3 Key Challenges for Middle Managers and How to Help Them

The message to nowhere. We’ve all been there and seen it happen. Sometimes we anticipate it. Sometimes we see it like a slow motion car accident. Sometimes we look back on it. As leaders, you scratch your head wondering why your message isn’t being effectively absorbed by the front line. As a member of the front line, you wonder why leaders keep wasting your time with irrelevant information. 
 
The missing link is middle managers. Imagine a typical hierarchy in an organization. C-level executives at the top with a thin layer of vice presidents and directors, then a heavier layer of managers overseeing the front lines. Often, the best laid plans are hatched at the top and pushed down through the organization. In better organizations, ideas from the bottom filter up and turn into re-envisioned plans that are pushed down. But the information conduit often hits resistance at the middle management level. 
 
But before we lay blame on this cohort, let’s think about what we’ve done as organizations to create this communication and leadership void. And what we can do about it. Middle managers face three key challenges:
 
Lack of training
Do you remember the first time you became a manager? Not just in title, but to manage people.

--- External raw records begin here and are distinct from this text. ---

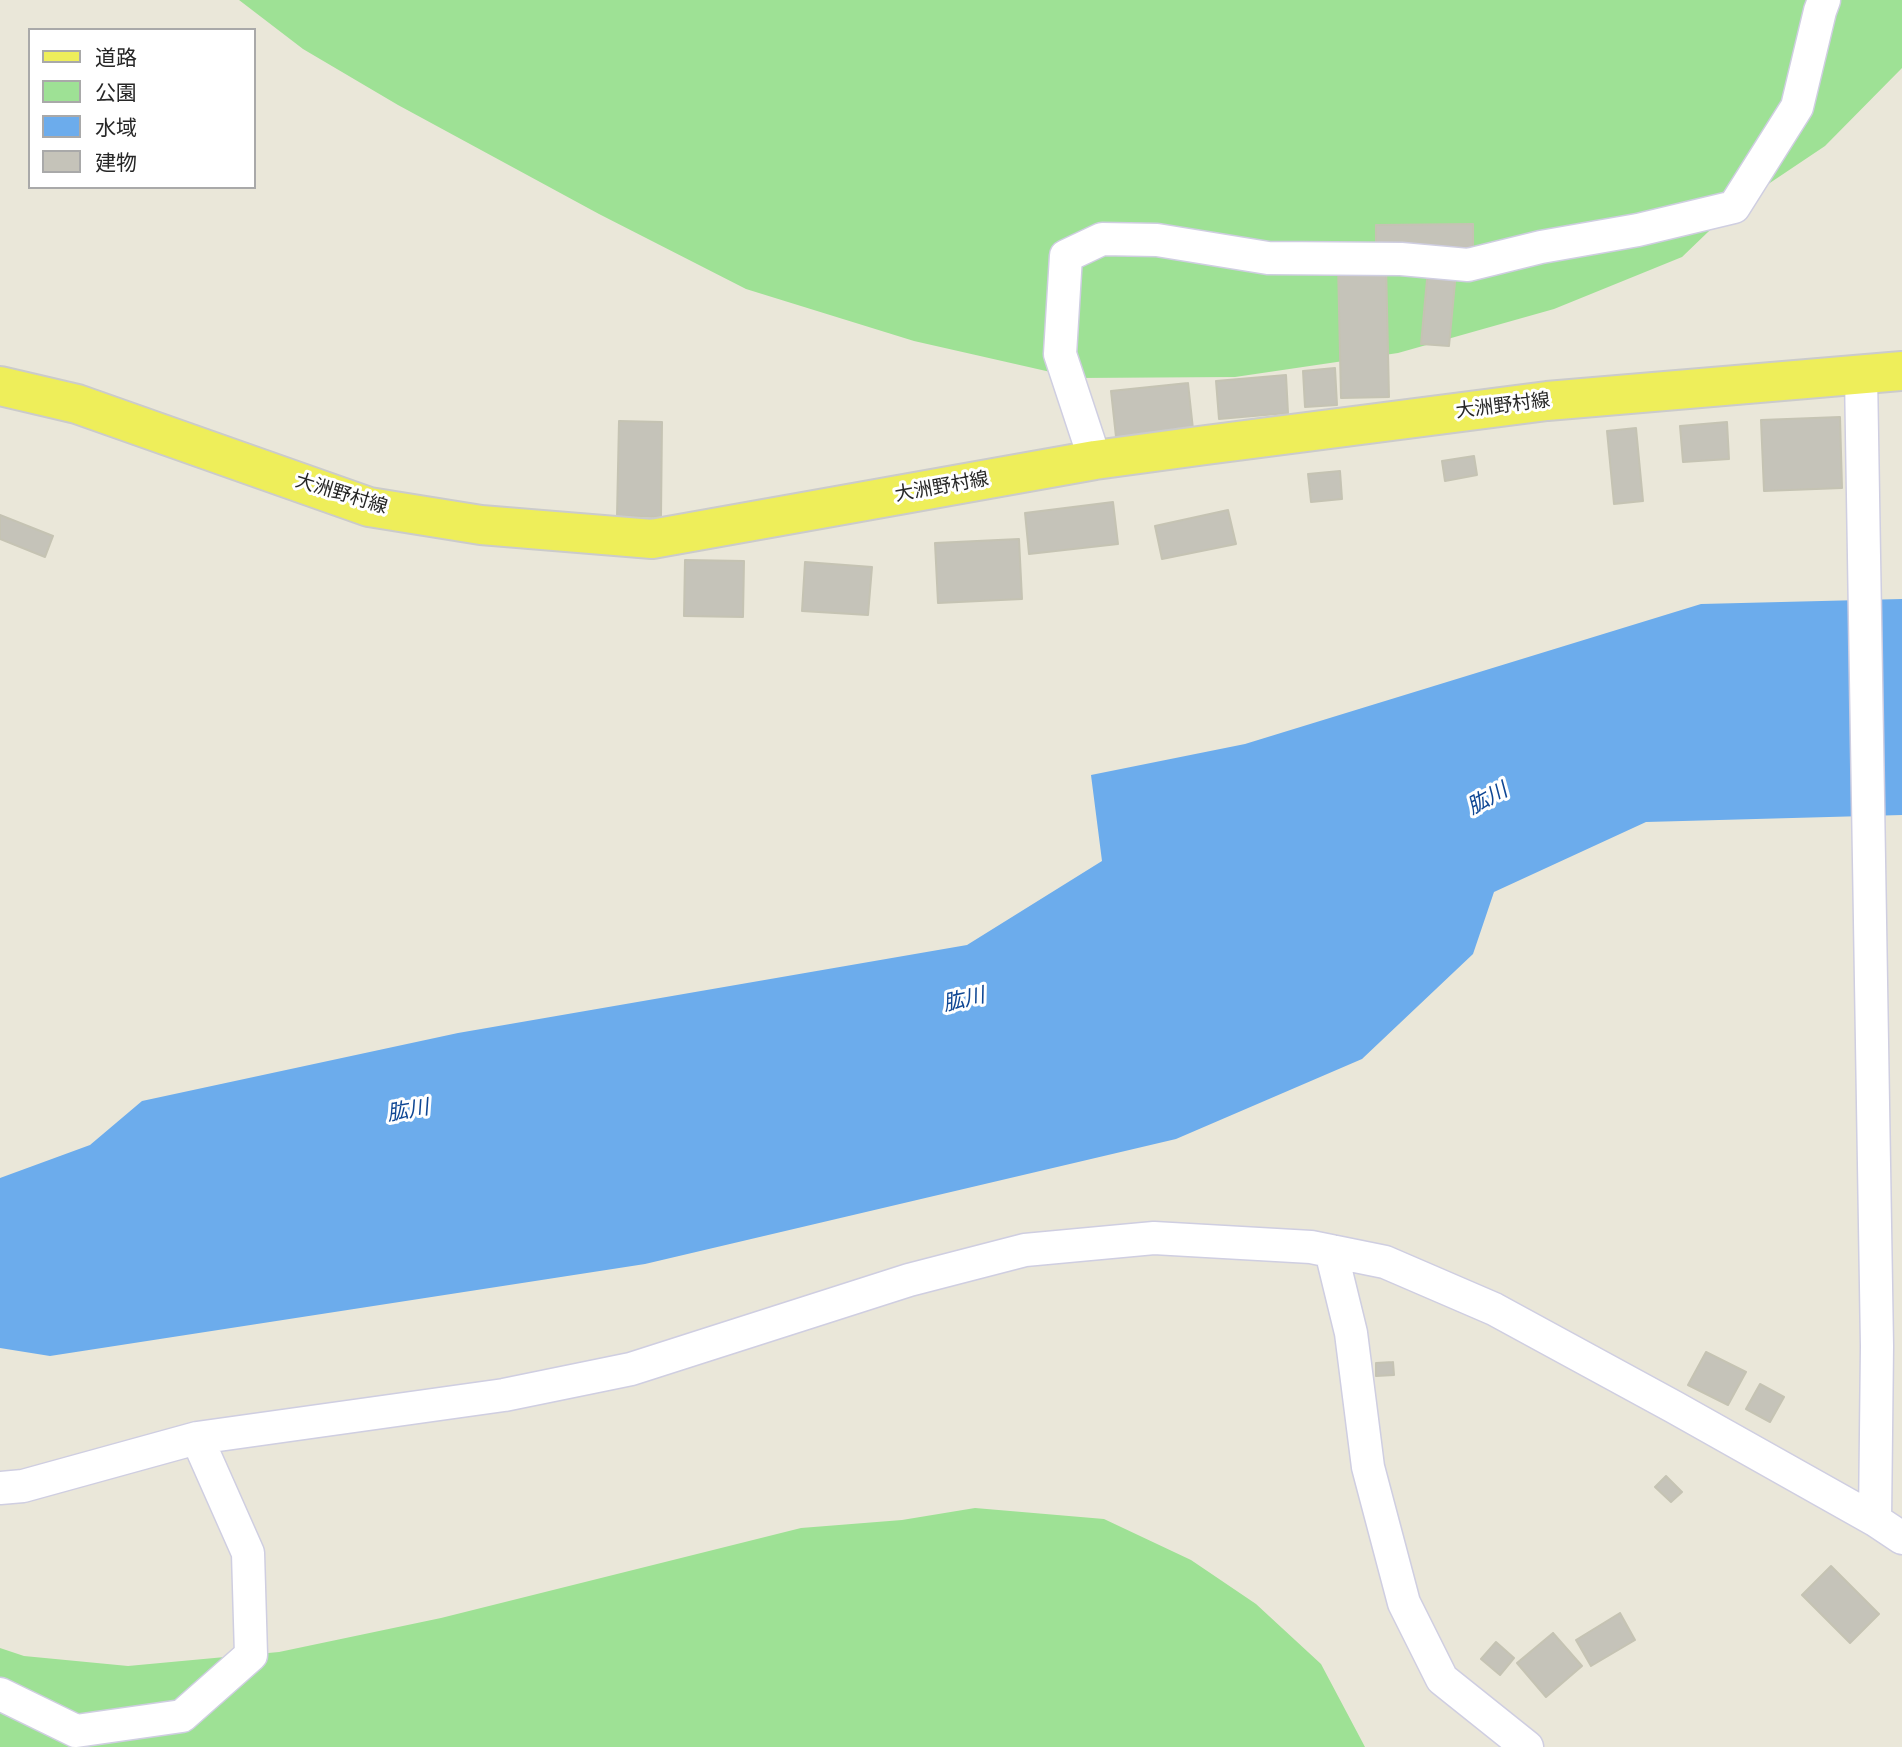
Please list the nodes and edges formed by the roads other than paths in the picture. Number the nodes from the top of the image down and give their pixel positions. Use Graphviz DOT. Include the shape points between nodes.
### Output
graph roads {
  1 [pos="1824,0"];
  2 [pos="1902,371"];
  3 [pos="1861,373"];
  4 [pos="0,386"];
  5 [pos="1095,460"];
  6 [pos="1331,1251"];
  7 [pos="197,1438"];
  8 [pos="0,1488"];
  9 [pos="1875,1520"];
  10 [pos="1902,1538"];
  11 [pos="0,1694"];
  12 [pos="1527,1747"];
  1 -- 5 [label="street" via="1797,107 1734,207 1468,265 1401,259 1268,258 1157,240 1102,239 1066,256 1060,354"];
  2 -- 3 [label="main road, 大洲野村線"];
  3 -- 5 [label="main road, 大洲野村線" via="1547,401"];
  3 -- 9 [label="street" via="1877,1346"];
  4 -- 5 [label="main road, 大洲野村線" via="78,404 369,508 481,525 652,539"];
  6 -- 7 [label="street" via="1154,1238 1025,1250 909,1280 631,1369 504,1395"];
  6 -- 9 [label="street" via="1385,1262 1494,1309"];
  6 -- 12 [label="street" via="1351,1333 1368,1467 1405,1603 1442,1679"];
  7 -- 8 [label="street" via="23,1486"];
  7 -- 11 [label="street" via="248,1553 251,1655 182,1716 76,1731"];
  9 -- 10 [label="street"];
}
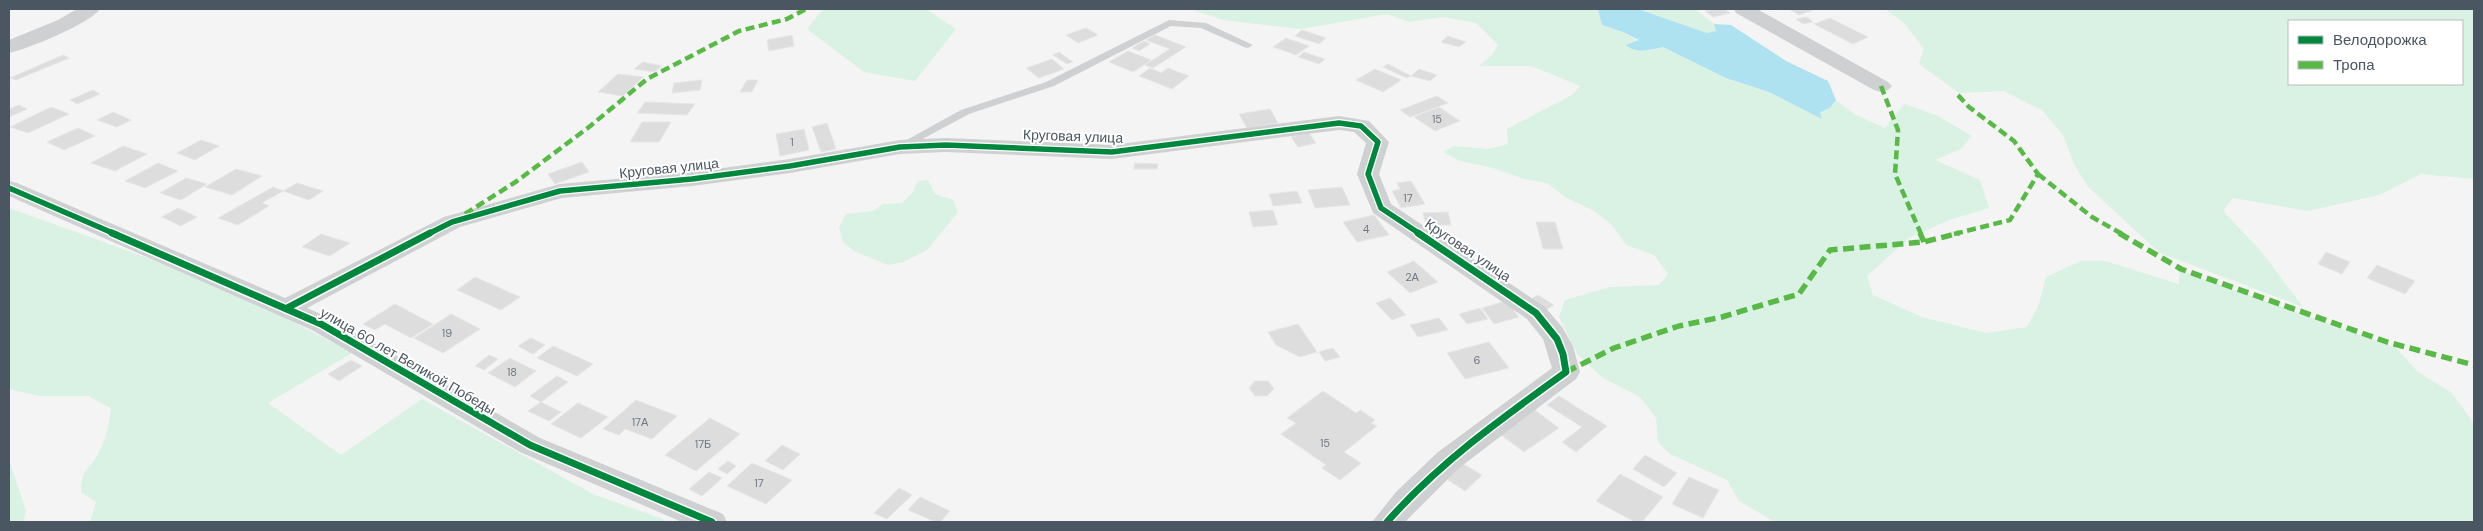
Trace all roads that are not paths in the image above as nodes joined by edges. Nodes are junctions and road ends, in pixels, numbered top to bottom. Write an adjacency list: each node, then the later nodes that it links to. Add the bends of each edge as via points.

I remember my first manager role, leading a team of four talented individuals completing supply chain projects around the world. How much training did I receive before becoming manager? How do I handle conflicts between team members? What about customer issues? And what were the policies around performance reviews and time-off?
 
If your experience was anything like mine, you didn’t receive any formal training before embarking on a manager role. If you’re lucky, you may have enrolled in training after becoming a manager. But very few managers receive adequate (or any) training prior to taking on the role. 
 
We need to do a better job of preparing talent to become managers. The lack of training and formal guidelines creates challenges in managing our teams, especially in communications. How much are you supposed to tell your team, and how do you tell them? How do you lead by example and embody core values? We need to equip middle managers to carry the message if we want an effective conduit to the front lines.
 
Lack of personal engagement
As a newly minted manager, you might not realize just how important your role is. And how much the team looks for your leadership to guide them. This comes in the form of personal engagement as well as providing tactical guidance. So much of our actions are based on those around us and managers help set the tone for the front line. Sure, it’s okay to be “one of them” and have fun while building rapport, but you can’t let the team think that you’re just their friend. The manager has to lead by example and if the manager makes off-hand comments like, “oh, it doesn’t really matter” or “I don’t listen to them anyway,” then the team will take that as a sign that they shouldn’t care.
 
The lack of personal engagement from the manager creates a void in the leadership voice and is often where messages and key initiatives from the top die. Employee engagement starts with organizational leaders and those who carry the tone from the top to the front line. We need to reinforce accountability with our manager and ensure that they are avid fans of the brand and carry the message through their personal actions. We need to give new managers time to get committed - not as an individual contributor, but as a manager. We have to reinforce the importance of personal engagement as part of the responsibilities of being a manager.
 
Lack of leadership
The lack of leadership in middle management is a direct result of the aforementioned challenges. As team members are pushed into a leader role, often because of unplanned transitions rather than well-planned successions, individuals are most often unprepared to be THE leader. How do you manage colleagues you were friends with? How do they approach difficult conversations? As organizations, we need to do a better job preparing true leaders, not just those that have great technical skill.
 
A crucial leadership skill is communications. Leaders are the conduit - both in managing up as well as managing the team. As such, middle managers are a crucial conduit of information, representing strategic direction and feedback from the front line. To enable this communication, we need to help middle managers dissect doing from managing. Managers need to be trained to lead their teams by providing timely communications, being empathetic and exhibiting strategic influence. We can’t count on natural leadership abilities, which are often missing for first-time managers.
 
So as you think about improving engagement throughout your organization, think about where the roadblocks are and how you can enable middle managers to be better ambassadors of engagement with an emphasis on personal engagement. It’s no longer sufficient to be a good worker, you now have a responsibility to lead the team and be a leader of the organization. It is crucial for us to overcome this hurdle in the middle.